Another “informal brown bagger”** has encroached on my Tuesday lunch hour… Within the organization, there are eight of us with a common job function. Four of us fully comprehend what is expected of us. The other four special needs children individuals argued for a weekly communal lunch – to “share best practices” and “develop common vision” – both phrases that strike fear in the heart of a burnt out, cynical seasoned professional.
And the latest? A Monday meeting, every other week, with a group of young, impressionable colleagues – where i am one of the old fucks “mentors” shaping their professional development, sharing hopes and dreams and imparting useful nuggets of wisdom from my playbook. Seriously, do you expect me not to be cranky on Monday without a dirty martini in my hand?
The loss of my lunch hour is bad enough. Even scarier? Being too lazy disorganized to bring suitable food from home, i am at the mercy of our in-house cafeteria, lovingly named The Ptomaine Palace. While the helpful tapeworm to assist me with my weight loss goals lurks in the pantry, i would like to avoid contracting something that will lead to a massive colon blow during an afternoon meeting. There are some incidents in the workplace from which there is no recovery.

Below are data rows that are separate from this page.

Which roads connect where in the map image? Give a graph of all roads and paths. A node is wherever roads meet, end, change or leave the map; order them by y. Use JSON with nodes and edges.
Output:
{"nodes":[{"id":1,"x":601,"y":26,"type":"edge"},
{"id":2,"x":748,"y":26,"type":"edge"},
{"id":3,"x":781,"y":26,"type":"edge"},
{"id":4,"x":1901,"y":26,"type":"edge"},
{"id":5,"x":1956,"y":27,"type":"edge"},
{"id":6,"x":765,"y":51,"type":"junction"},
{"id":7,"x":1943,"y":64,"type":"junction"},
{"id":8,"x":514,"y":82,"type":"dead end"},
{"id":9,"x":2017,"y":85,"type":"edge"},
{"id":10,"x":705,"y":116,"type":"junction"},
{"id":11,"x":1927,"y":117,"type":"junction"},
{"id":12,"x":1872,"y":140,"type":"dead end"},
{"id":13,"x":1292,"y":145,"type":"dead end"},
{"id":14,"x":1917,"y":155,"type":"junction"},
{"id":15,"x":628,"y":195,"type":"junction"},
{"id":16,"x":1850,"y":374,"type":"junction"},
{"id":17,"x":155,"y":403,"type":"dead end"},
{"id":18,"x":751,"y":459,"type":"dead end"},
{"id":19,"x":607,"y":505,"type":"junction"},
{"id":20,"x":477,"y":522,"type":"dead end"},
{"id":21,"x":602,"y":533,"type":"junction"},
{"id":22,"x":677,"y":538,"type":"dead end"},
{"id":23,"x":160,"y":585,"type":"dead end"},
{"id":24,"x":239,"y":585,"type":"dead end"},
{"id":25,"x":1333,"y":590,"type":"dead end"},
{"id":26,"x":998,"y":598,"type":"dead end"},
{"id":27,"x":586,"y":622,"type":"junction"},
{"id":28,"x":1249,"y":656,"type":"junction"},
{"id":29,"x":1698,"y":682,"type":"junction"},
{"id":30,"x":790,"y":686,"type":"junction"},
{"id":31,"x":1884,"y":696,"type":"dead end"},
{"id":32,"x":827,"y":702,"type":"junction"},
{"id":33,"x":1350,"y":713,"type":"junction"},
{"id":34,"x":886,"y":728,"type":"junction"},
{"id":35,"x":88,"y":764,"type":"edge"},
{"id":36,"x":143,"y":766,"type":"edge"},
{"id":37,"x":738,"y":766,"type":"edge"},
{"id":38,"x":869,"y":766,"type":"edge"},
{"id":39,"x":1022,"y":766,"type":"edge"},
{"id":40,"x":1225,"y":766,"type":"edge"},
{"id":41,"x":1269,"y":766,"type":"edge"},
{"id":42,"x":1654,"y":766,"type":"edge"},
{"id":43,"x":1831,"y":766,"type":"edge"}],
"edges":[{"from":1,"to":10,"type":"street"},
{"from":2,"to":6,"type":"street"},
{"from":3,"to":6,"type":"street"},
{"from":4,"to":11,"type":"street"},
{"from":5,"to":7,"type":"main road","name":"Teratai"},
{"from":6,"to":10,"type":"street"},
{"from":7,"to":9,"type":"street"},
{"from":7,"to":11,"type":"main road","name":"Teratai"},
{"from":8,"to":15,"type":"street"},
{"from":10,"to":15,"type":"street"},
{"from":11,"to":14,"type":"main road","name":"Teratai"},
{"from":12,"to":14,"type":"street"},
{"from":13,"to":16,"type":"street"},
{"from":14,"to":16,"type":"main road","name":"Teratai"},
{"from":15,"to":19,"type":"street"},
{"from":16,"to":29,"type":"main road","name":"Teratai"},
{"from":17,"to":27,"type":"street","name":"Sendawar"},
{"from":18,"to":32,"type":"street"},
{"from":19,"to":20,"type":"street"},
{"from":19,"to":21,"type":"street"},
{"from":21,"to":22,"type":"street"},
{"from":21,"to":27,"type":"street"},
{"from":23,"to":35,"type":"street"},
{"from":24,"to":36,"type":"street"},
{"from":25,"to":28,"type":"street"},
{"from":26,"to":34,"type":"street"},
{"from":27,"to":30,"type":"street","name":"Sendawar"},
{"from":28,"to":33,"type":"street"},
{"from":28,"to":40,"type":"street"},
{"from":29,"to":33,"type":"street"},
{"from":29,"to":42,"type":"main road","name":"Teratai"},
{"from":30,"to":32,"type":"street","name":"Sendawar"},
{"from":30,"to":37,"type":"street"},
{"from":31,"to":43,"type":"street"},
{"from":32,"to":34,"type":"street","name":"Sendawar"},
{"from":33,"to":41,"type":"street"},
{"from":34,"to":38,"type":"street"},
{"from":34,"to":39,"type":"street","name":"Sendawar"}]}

On a good day, i dive on the pre-packaged food – yogurt and fresh fruit are sometimes available if i get there early enough. By mid-week the salad selection is somewhat dessicated – but will do if i’m in the mood for lettuce with the texture of old chewing gum. The soup is always dicey – recycled lumps of mystery meat bobbing on the surface of grey broth nearly sweats dysentery.
For now there is only one option. Get organized. Pack that lunch. And include a flask… i am supposed to be setting an example for the young ‘uns. Being resourceful? Priceless…
* An example? The senior scientist who will appear in my doorway exactly one minute after i receive an e-mail from him. He then says “I sent you an e-mail… ” and proceeds to tell me what was in it. For thirty minutes.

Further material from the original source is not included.